What Makes Someone Resilient?





Have you ever wondered why some people can experience hard things in their childhood and seem to not only be okay, but to excel in life? It is like they have a superpower! But then you might see someone else who has experienced hardships that just cannot seem to get ahead in life. This is a common question that has caught the eye of many researchers: What is the difference between those who overcome and those who seem to stay stuck? The answer that the research points to time and time again is resiliency.

Resiliency is simply the ability to recover from hard experiences. But why would one person have resiliency and not another? To answer this question, we need to first look at which hard experiences researchers look at while determining resiliency, which they call Adverse Childhood Experiences (ACES).[1]
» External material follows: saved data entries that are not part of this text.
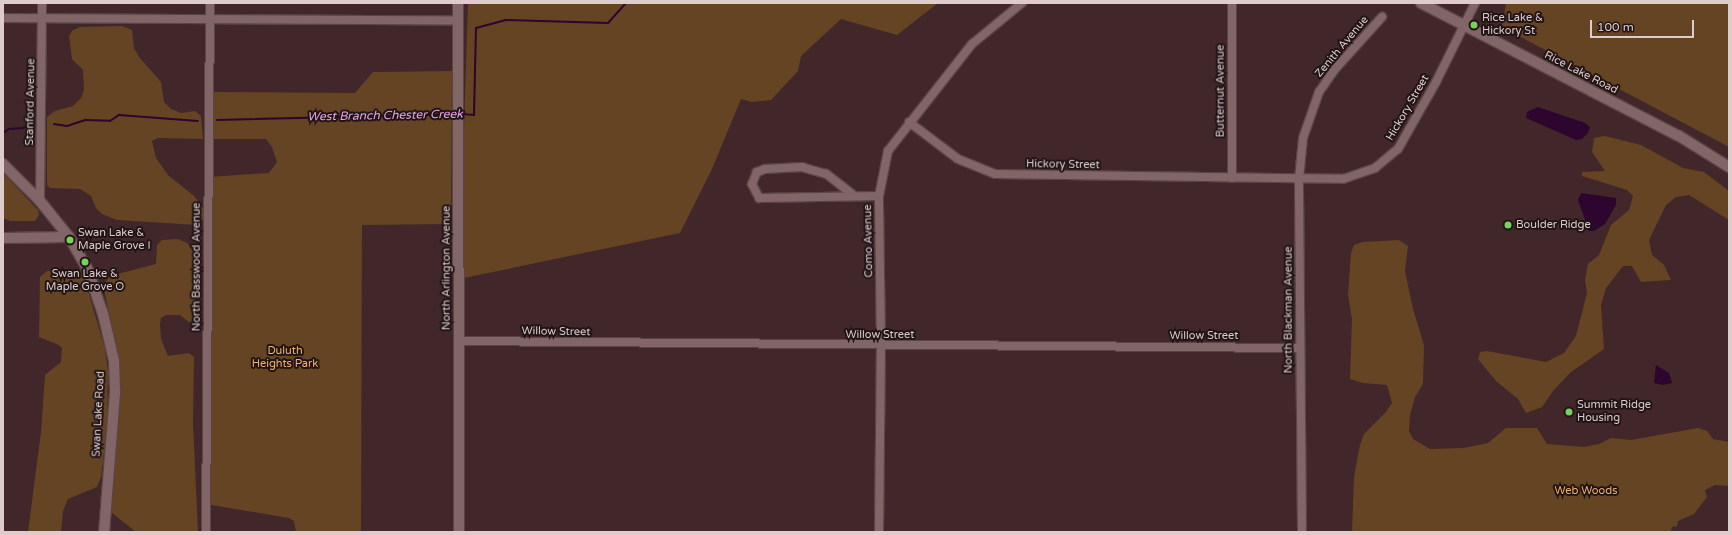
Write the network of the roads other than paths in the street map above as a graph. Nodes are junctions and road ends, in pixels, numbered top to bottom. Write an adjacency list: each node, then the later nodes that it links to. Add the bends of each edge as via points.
1 (42, 3): 10 (street, Stanford Avenue)
2 (210, 3): 11 (street, North Basswood Avenue)
3 (458, 3): 12 (main road, North Arlington Avenue)
4 (1022, 3): 15 (street, Como Avenue, via 972,44)
5 (1232, 3): 18 (street, Butternut Avenue)
6 (1421, 3): 13 (main road, Rice Lake Road)
7 (1475, 3): 13 (street, Hickory Street)
8 (1382, 17): 14 (street, Zenith Avenue, via 1336,68)
9 (3, 18): 10 (street)
10 (43, 18): 11 (street); 22 (street, Stanford Avenue)
11 (210, 18): 12 (street); 29 (street, North Basswood Avenue)
12 (458, 20): 25 (main road, North Arlington Avenue)
13 (1464, 26): 17 (main road, Rice Lake Road, via 1679,136); 19 (street, Hickory Street, via 1398,149 1362,174 1343,179)
14 (1319, 92): 19 (street, North Blackman Avenue, via 1303,138)
15 (909, 122): 18 (street, Hickory Street, via 925,131 958,159 995,174); 21 (street, Como Avenue, via 888,151)
16 (3, 164): 22 (main road, Swan Lake Road)
17 (1729, 168)
18 (1232, 178): 19 (street, Hickory Street)
19 (1299, 179): 27 (street, North Blackman Avenue)
20 (852, 194): 20 (street, via 759,198 752,184 757,172 765,169 802,167 826,174); 21 (street)
21 (879, 196): 26 (street, Como Avenue)
22 (40, 201): 23 (main road, Swan Lake Road)
23 (69, 237): 24 (main road); 28 (main road, Swan Lake Road, via 88,270 103,314 114,361 115,392)
24 (3, 238)
25 (459, 342): 26 (street, Willow Street); 30 (main road, North Arlington Avenue)
26 (881, 346): 27 (street, Willow Street); 31 (street, Como Avenue)
27 (1300, 348): 32 (street, North Blackman Avenue)
28 (104, 532)
29 (206, 532)
30 (459, 532)
31 (879, 532)
32 (1302, 532)

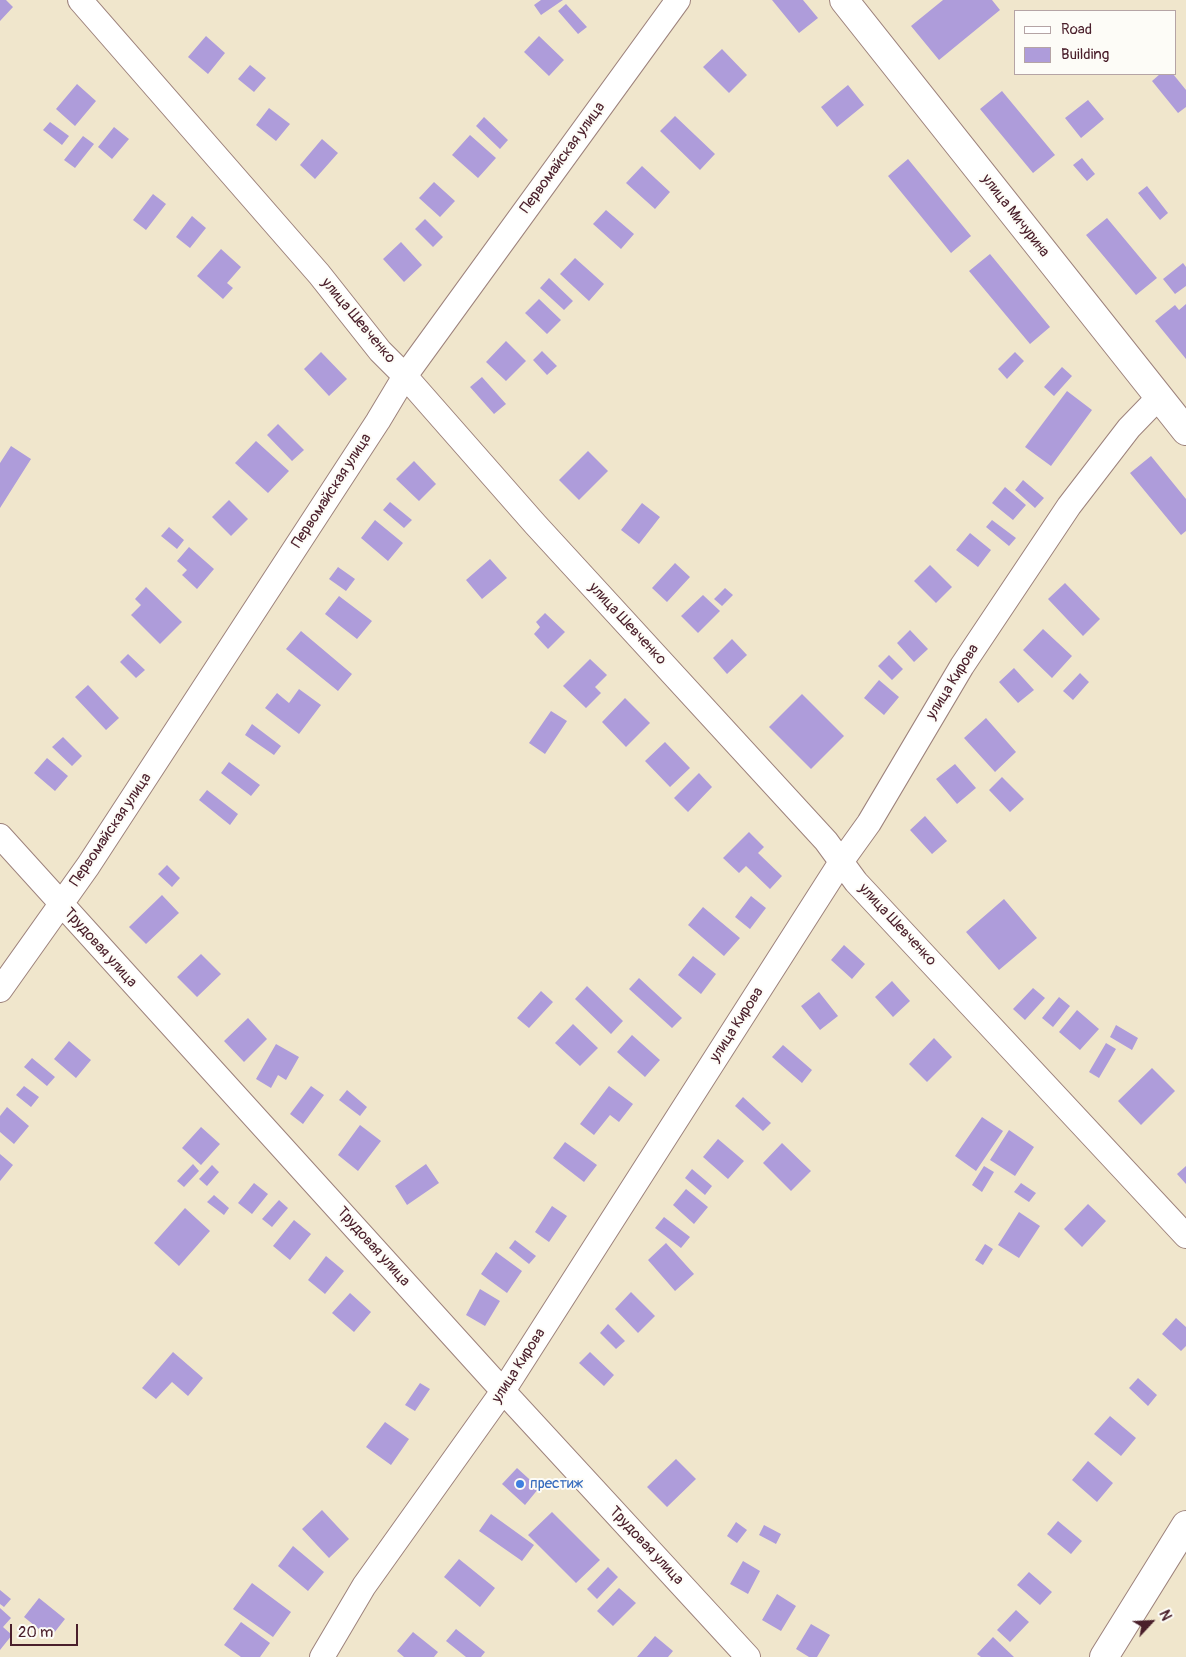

ACES are a list of ten different trauma-related experiences you might have experienced before your 18th birthday. If you are interested in knowing how you rank on ACES, take this quiz here. You might be surprised to find if you have an ACE in your history. Almost two thirds of adults in the ACES study had at least one ACE from their childhood. But, the conclusion of ACES research is, the more ACES you have, the more risk factors exist for different health problems, mental health problems, and risky social behaviors.[2]  Of course, researchers wanted to know how we could potentially mitigate those outcomes even if someone has experienced ACES in their lives. 

This is where resiliency research was birthed. Is there a way for us to overcome those early childhood hardships and traumas? The simple answer is YES! There are several protective factors that can keep someone from potentially experiencing future problems.

Researchers found that parental resilience, social connections, parents finding support, and social connections are all protective factors.[2] But one of the top protective factors against ACES that has been found in multiple research projects is the presence of one caring, loving adult who is in the child’s life.[3] Having someone who knows you, believes in you, and holds you accountable is one of the top ways kids overcome their histories.

It can be a family member, but it can also be someone in their social network, community, or church. When I speak on this topic, I often tell groups to think of someone other than your parents who believed in you and made you feel special.  Without hesitation, the room will fill with hands in the air, ready to share stories of adults who got to know them and spoke truth into their lives like youth pastors, coaches, teachers, aunts, and uncles. Without knowing it, these adults were helping to create resiliency in their lives!

As you think about your own resiliency in life or even how you might want to help kids and teens build their own resiliency, think of the role you play in their life. First, get educated. Take your own ACES quiz and then take it thinking about the others in your life you want to support.  Second, read more about the ACES outcomes and how what you or someone you know might be experiencing today could be tied to earlier experiences. And lastly, share this information with them and others who could benefit from knowing it.

And remember this: you could be the difference in someone else’s life just by being in relationship with them and by believing in them! What a powerful thing you can do for someone else today!